Lee’s argument against network neutrality is two-pronged. First, he argues that proponents of network neutrality laws/regulations vastly overestimate both the power of ISPs and the benefits that would accrue to an ISP that decided to wholesale violate the end-to-end principle of packets. When Comcast decided to interfere with the BitTorrent protocol, for example, not only was this very quickly discovered, but the public outcry quickly forced the company to backtrack. Similarly, Lee notes we’ve already seen a business model predicated on the idea of privileging a company’s own favored content over that of the vanilla Internet. That was, after all, AOL’s model and look how well it worked for them.
On the other side of the equation, Lee argues that any regulation could have long-term unforseen consequences, much as previous well-intentioned efforts to regulate interstate commerce, the telephone system, and air travel had. In each case, laws intended to benefit consumers ended up killing innovation for decades and costing consumers in higher prices.

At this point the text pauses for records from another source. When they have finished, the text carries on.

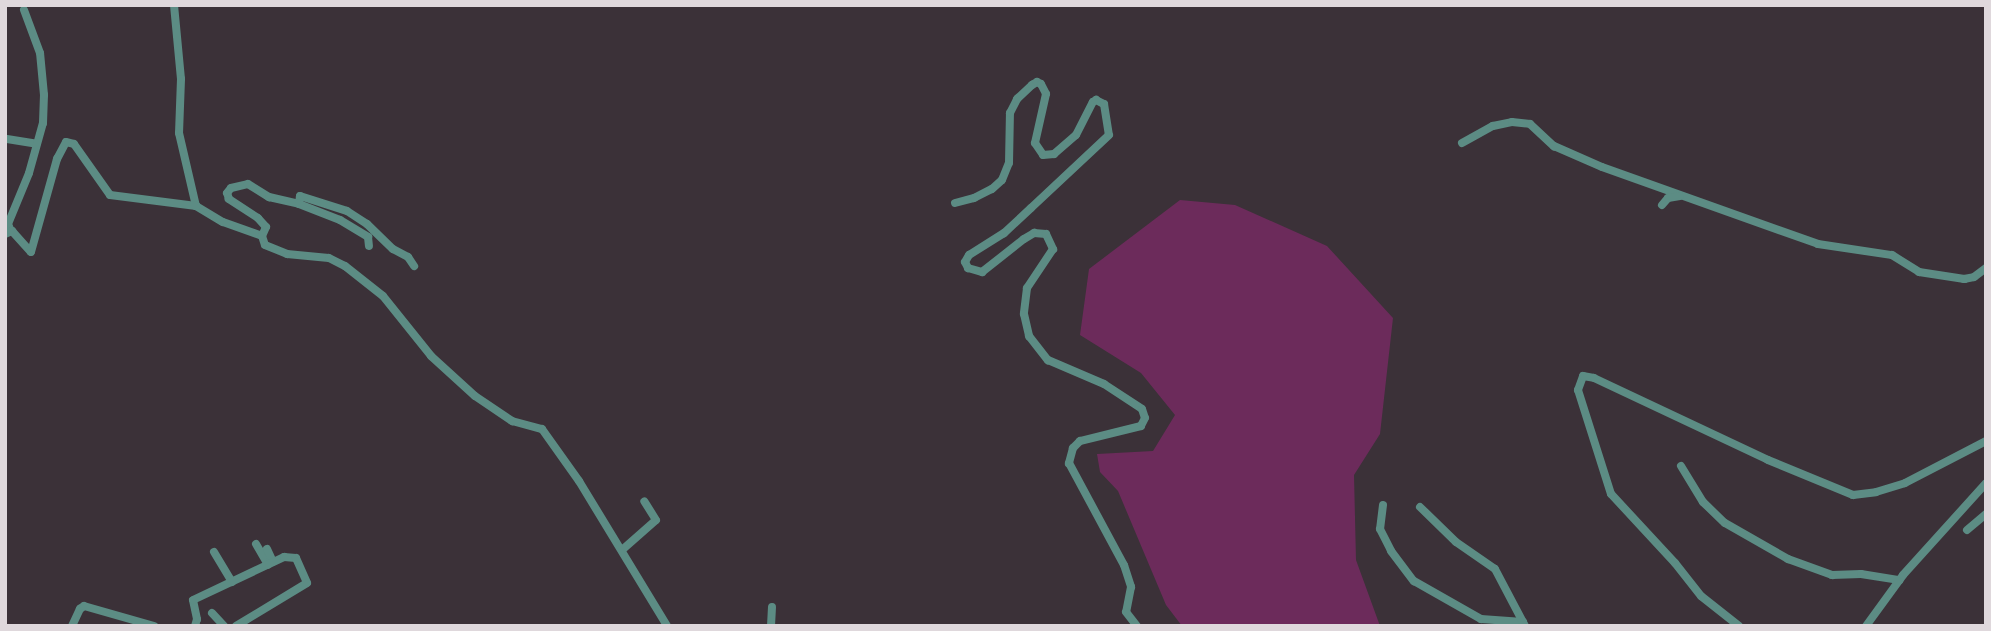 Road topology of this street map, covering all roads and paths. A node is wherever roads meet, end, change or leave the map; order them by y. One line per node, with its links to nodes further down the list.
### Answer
1 (174, 5): 10 (street)
2 (24, 10): 5 (street)
3 (7, 139): 5 (street)
4 (1462, 143): 6 (street)
5 (37, 144): 11 (street)
6 (1686, 196): 9 (street); 15 (street)
7 (955, 203): 41 (street)
8 (299, 204): 12 (street); 13 (street); 14 (street)
9 (1662, 205)
10 (196, 206): 11 (street); 12 (street)
11 (8, 232)
12 (261, 236): 26 (street)
13 (369, 246)
14 (414, 266)
15 (1986, 268)
16 (1986, 441): 42 (street)
17 (1681, 466): 29 (street)
18 (1986, 483): 29 (street)
19 (644, 501): 26 (street)
20 (1383, 505): 33 (street)
21 (1420, 507): 33 (street)
22 (1986, 514): 23 (street)
23 (1967, 530)
24 (256, 544): 28 (street)
25 (267, 549): 28 (street)
26 (622, 550): 39 (street)
27 (214, 552): 30 (street)
28 (271, 563): 30 (street); 38 (street)
29 (1900, 580): 43 (street)
30 (232, 582): 36 (street)
31 (772, 607): 40 (street)
32 (212, 613): 37 (street)
33 (1524, 624)
34 (72, 626): 35 (street)
35 (154, 626)
36 (195, 626)
37 (223, 626)
38 (236, 626)
39 (667, 626)
40 (771, 626)
41 (1137, 626)
42 (1739, 626)
43 (1866, 626)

Part of the innovation-killing in network neturality regulation would be introducing legal uncertainties that could persist for years in an industry where innovation frequently seems to be measured in months. For example, consider the problem of network jitter in multimedia applications,
As previously discussed, random delays in packet delivery (called “jitter”) degrade the performance of latency-sensitive applications. Of course, some of the major broadband providers are also telephone companies, and these firms may be tempted to increase the jitter of their networks in order to discourage competition from VoIP services. Such a strategy would sidestep some of the difficulties that would come with a strategy of explicit packet filtering because it could be applied indiscriminately to all traffic without significantly degrading the quality of nonlatency-sensitive applications such as websites and e-mail. On the other hand, it would degrade the quality of latency-sensitive applications like network gaming and remote IPTV
In other cases, jitter may have innocent explanations, but network owners may choose not to perform network upgrades that would reduce it. In still other cases, a network owner might deliberately introduce jitter but pretend it had made the change that caused it for unrelated reasons. It could be quite difficult for a regulator to distinguish among these cases. Of course, a network owner under a network neutrality regime will never admit that it is increasing jitter on its network. So the FCC could be forced to second-guess the complex network- management decisions of network owners.
Lee raises a lot of interesting questions that proponents of network neutrality are going to have to address.